Legislation:Native Title Act 1993 (Cth) ss 29, 148(b), 203BB
Cases:Banjo Wurrunmurra and Others on behalf of the Bunuba Native Title Claimants/Western Australia/Wolsog Pty Ltd, [2005] NNTTA 59 (23 August 2005), Hon C J Sumner
Leonne Velickovic on behalf of the Widji People/Western Australia/Frederick Saunders, [2006] NNTTA 76 (15 June 2006), Hon C J Sumner
Ruby Saltmere (Indjilandji/ Dithannoi)/Queensland/Savannah Resources Pty Ltd, NNTT QO04/94, [2005] NNTTA 54 (5 August 2005), John Sosso
Hearings:28 September 2006
19 October 2006
2 November 2006
Representatives of the Mr Brendan Renkin, Kimberley Land Council
native title party: Ms Ania Maszkowski, Kimberley Land Council
Representative of the
grantee party: Mr Matthew Clohessy, Emerald Tenement Services
Representative of the Ms Jan Mason, Department of Industry and Resources
Government party: Mr Greg Abbott, Department of Industry and Resources
REASONS FOR DECISION TO DISMISS OBJECTION APPLICATION
Background
On 7 September 2005, the Government party gave notice under s 29 of the Native Title Act 1993 (Cth) (‘the Act’) of its intention to grant exploration licence E04/1460 (‘the proposed licence’) to Baracus Pty Ltd (‘the grantee party’) and included in the notice a statement that it considered that the grant attracted the expedited procedure.

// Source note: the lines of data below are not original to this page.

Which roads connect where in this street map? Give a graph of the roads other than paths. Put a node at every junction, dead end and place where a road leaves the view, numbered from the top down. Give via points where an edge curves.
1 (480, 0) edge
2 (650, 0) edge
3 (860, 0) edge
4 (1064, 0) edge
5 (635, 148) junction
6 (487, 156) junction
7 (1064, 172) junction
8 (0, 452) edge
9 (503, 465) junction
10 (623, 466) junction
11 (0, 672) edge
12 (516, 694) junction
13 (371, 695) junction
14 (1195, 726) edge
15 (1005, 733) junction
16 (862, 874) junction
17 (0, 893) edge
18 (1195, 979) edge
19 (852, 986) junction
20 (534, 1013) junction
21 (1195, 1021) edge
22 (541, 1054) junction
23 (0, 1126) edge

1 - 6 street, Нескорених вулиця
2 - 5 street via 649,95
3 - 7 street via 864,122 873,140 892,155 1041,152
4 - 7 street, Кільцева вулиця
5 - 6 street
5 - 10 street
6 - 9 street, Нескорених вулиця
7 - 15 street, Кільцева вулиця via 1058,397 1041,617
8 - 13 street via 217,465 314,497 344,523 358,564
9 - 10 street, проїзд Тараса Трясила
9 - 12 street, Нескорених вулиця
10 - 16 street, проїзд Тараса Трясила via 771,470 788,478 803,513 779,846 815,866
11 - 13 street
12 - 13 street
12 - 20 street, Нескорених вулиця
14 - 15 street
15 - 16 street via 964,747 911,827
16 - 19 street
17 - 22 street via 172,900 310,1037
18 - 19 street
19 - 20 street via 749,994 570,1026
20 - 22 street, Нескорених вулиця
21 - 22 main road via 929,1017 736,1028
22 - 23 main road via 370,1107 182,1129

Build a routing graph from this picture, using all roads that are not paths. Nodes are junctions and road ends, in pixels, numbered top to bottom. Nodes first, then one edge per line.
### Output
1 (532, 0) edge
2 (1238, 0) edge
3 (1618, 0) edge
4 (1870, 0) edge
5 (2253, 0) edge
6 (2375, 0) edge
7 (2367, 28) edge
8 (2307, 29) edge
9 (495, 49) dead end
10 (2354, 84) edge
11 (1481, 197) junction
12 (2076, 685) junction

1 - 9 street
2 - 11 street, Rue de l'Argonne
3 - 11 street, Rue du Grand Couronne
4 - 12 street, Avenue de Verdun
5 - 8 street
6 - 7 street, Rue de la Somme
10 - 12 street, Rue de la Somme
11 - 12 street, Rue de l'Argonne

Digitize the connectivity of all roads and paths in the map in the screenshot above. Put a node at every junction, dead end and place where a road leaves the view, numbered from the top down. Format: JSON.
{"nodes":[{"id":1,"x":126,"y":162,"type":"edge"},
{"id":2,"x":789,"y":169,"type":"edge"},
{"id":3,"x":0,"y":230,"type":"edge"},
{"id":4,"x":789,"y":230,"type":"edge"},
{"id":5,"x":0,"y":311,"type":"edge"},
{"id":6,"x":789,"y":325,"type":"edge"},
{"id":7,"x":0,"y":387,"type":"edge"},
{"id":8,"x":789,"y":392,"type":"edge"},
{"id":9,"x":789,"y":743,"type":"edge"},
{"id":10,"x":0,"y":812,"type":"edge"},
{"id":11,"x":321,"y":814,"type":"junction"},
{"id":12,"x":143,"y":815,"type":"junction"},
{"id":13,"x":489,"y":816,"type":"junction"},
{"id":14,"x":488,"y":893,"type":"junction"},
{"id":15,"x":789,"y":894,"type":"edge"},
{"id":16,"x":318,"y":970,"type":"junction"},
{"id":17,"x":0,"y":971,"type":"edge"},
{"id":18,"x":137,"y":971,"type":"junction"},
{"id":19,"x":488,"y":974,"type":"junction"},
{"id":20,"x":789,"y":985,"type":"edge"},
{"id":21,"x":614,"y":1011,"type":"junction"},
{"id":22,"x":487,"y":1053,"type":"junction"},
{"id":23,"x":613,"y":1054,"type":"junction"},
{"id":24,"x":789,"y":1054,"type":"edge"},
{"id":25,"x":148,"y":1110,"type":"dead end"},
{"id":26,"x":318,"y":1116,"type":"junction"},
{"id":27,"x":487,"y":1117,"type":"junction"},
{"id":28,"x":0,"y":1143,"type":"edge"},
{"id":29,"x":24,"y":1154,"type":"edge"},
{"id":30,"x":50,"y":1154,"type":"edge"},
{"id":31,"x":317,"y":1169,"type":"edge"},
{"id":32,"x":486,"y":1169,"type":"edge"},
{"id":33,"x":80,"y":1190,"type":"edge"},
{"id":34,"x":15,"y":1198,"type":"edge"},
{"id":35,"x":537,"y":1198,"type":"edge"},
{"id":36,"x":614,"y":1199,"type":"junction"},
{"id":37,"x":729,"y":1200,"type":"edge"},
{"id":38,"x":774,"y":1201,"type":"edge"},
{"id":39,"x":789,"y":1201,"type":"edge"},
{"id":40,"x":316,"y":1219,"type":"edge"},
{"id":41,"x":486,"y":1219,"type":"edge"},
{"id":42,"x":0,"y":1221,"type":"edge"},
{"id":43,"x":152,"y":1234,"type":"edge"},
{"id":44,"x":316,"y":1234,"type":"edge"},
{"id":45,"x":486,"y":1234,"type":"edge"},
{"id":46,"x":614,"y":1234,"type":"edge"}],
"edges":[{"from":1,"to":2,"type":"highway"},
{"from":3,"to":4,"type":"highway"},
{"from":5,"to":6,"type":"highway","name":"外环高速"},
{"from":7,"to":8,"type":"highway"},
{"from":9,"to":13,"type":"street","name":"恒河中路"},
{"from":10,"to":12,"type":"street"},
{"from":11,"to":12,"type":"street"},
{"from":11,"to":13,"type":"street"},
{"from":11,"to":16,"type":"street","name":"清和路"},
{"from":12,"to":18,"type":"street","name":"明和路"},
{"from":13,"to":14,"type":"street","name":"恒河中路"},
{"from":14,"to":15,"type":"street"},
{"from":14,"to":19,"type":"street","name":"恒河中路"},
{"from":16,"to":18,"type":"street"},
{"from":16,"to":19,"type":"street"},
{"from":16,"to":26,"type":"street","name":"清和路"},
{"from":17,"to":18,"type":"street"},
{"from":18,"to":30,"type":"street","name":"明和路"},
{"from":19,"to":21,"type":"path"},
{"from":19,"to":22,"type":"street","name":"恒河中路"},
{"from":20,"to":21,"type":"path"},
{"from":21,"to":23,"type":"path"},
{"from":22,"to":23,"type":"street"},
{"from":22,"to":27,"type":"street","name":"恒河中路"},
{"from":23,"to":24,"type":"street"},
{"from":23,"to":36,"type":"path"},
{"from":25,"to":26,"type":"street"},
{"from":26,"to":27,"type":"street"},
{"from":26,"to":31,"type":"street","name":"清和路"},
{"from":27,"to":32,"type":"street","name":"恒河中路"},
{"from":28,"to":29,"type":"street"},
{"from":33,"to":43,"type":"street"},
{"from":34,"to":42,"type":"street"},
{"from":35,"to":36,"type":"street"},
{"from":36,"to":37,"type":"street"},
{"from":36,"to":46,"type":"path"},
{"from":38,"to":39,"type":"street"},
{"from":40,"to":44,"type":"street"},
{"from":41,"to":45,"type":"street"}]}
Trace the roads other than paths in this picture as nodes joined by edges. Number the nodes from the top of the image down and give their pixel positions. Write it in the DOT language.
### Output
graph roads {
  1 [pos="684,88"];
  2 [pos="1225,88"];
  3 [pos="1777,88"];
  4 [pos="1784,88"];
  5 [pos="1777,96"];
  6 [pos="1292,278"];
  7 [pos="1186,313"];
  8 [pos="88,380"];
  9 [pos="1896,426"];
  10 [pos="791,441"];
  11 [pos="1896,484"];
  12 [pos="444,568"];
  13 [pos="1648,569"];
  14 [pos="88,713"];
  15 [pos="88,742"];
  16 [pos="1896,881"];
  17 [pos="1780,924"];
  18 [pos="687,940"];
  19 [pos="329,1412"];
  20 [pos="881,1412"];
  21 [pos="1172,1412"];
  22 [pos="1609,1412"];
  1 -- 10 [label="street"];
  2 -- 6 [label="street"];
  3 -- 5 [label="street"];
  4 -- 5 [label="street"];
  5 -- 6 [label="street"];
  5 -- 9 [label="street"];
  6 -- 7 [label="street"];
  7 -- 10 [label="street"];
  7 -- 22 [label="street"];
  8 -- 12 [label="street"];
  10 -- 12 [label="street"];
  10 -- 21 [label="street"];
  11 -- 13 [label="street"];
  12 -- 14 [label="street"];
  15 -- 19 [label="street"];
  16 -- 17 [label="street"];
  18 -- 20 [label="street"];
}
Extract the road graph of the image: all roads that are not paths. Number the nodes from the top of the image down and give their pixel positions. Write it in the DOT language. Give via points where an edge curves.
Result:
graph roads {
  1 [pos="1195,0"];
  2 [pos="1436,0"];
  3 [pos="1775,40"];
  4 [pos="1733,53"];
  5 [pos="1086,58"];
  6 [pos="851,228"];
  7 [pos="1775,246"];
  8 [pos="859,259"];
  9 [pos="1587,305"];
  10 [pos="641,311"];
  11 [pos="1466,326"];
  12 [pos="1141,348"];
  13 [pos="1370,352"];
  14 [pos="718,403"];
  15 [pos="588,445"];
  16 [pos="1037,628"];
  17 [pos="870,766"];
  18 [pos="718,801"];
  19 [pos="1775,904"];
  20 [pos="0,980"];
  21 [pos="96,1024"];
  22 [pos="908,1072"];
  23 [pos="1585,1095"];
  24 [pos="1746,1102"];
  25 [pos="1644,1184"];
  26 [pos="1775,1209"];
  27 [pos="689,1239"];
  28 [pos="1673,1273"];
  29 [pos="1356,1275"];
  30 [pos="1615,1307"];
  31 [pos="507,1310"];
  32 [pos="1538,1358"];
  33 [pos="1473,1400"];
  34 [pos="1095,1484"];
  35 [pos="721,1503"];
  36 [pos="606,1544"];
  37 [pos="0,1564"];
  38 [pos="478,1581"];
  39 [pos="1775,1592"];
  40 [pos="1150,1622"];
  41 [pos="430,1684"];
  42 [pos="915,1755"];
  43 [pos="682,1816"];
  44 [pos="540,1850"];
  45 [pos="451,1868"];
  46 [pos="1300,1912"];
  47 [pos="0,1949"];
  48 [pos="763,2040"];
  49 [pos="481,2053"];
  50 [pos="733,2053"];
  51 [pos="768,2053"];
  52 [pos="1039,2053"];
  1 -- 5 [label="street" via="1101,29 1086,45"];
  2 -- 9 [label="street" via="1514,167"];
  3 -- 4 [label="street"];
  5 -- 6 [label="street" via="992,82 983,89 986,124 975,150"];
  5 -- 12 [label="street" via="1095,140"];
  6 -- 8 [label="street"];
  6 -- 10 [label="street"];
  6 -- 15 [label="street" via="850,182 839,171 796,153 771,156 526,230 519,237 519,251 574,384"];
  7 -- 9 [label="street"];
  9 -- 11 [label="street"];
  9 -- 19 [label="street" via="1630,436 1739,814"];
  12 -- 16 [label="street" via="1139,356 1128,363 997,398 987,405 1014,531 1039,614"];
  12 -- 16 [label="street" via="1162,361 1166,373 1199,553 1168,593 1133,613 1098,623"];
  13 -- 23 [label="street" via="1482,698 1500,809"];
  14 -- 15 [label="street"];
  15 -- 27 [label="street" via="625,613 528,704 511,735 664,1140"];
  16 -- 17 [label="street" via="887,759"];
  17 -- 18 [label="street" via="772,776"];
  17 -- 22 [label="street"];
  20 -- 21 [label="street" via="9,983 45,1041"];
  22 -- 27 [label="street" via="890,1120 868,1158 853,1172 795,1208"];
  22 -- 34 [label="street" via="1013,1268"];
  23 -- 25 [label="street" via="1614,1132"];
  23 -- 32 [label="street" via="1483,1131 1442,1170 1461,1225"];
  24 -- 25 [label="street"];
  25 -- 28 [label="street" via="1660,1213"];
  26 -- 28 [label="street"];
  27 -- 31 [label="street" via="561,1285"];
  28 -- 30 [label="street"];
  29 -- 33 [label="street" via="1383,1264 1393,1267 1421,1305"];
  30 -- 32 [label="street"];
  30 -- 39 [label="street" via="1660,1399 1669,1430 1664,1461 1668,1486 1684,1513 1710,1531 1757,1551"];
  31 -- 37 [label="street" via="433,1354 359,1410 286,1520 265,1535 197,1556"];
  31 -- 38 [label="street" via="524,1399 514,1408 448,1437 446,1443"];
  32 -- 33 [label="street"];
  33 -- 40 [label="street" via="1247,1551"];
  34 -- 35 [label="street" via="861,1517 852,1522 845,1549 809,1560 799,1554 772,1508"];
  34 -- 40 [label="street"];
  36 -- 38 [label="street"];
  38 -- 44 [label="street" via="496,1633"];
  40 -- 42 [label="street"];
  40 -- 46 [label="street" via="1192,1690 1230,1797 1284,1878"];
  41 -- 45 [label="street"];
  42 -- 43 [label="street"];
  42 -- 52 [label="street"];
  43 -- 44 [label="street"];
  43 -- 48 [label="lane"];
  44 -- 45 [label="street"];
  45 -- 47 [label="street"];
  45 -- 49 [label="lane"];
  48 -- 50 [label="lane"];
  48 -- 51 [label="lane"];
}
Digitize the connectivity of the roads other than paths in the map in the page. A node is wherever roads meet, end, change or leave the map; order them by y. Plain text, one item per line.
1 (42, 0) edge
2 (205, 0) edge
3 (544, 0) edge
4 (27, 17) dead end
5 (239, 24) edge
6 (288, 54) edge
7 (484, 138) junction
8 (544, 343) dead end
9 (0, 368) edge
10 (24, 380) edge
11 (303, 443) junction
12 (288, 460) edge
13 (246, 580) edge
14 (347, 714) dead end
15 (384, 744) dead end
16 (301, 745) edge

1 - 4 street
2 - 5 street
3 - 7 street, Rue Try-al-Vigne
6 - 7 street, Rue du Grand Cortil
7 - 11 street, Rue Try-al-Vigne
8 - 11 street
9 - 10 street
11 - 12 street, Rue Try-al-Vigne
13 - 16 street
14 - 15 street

On 7 December 2005, Paddy Neowarra & Others on behalf of the Wanjina Wunggurr Wilinggin Native Title Claimants — native title determination application no. WC99/11 registered from 9 July 1999 (‘the native title party’) lodged an expedited procedure objection application with the Tribunal in relation to the proposed licence.
The proposed licence comprises an area of some 91.48 square kilometres located 122 kilometres easterly of Derby in the Shire of Derby-West Kimberley and is overlapped 49.8 per cent by the registered claim of the native title party.
Relevant facts
The Tribunal made directions on 19 December 2005 for all parties to produce contentions and evidence for the conduct of the inquiry to determine whether or not the expedited procedure was attracted. The native title party was to provide a statement of contentions, documentary evidence and witness statements verified where possible by affidavits on or before 8 May 2006. The directions contain a statement that an objection may be dismissed pursuant to s 148(b) of the Act if the objector fails within a reasonable time to proceed with the application or to comply with a direction of the Tribunal.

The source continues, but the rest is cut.